Потом мы с доктором Резником поговорили о разнице в психологии здоровых людей, которые могут очень логично рассуждать о бессмысленности попыток поддерживать жизнь тех, кто выздороветь полностью никогда не сможет, и тех, кто, осознавая (или не осознавая) всю тяжесть своего положения, все равно очень хочет жить и готов бороться за это право до конца; о родителях, которые обивают пороги и делают самые невозможные вещи, чтобы найти деньги на лечение за рубежом, а потом бросают работу, оставляют других детей на бабушек и дедушек, продают машины и квартиры и едут в чужую страну на многие месяцы.
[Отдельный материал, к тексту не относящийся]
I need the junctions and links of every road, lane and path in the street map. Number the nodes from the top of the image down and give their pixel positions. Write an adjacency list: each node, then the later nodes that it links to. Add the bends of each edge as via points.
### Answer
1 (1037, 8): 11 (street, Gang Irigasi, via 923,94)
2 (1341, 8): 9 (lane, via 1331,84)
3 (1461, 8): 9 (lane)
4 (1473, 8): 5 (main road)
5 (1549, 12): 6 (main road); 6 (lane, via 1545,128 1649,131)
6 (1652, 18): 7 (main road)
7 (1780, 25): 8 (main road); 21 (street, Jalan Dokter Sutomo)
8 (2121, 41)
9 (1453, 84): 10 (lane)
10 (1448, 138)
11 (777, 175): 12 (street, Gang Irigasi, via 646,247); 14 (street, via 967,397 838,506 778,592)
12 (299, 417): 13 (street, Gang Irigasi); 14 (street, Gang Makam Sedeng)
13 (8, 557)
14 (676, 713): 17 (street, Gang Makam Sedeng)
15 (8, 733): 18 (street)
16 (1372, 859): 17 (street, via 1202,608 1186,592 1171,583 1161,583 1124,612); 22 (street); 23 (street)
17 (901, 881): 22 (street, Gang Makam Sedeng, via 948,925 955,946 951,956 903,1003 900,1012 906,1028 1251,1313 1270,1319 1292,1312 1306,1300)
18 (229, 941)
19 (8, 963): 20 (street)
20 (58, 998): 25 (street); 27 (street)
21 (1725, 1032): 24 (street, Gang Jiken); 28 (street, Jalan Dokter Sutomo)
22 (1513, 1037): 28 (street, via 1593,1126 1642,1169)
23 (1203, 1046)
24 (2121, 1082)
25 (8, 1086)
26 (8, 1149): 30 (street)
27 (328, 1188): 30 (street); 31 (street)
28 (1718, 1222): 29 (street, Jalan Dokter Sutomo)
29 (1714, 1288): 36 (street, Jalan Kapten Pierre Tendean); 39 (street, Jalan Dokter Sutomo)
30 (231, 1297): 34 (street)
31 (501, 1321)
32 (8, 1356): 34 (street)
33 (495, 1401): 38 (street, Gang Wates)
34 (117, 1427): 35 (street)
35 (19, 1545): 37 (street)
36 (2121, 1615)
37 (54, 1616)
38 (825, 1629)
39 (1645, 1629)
За стеклянной дверью с изображенной звездой Давида я увидела все отделение трансплантации с его лабораториями по выделению и культивированию различных видов клеток, необходимых для лечения, кабинетами, где из огромной десятимиллионной всемирной базы для больных подбирают самого подходящего донора, дневной стационар, куда приходят на проверки и лечение те, кому уже не надо все время находиться в больнице, научные лаборатории.

Перед уходом я зашла попрощаться к детям и пообещать, что обязательно приеду еще, посмотрела фотографии Валеры до болезни, где он, лохматый и веселый, обнимает своего серого кота. Неужели это тот самый ребенок, который лежит сейчас передо мной на кровати? Видимо, почувствовав этот мой вопрос, мама обняла мальчика и сказала: "Знаешь, пусть он не говорит, пусть даже не ходит, только чтоб не плакал и жил".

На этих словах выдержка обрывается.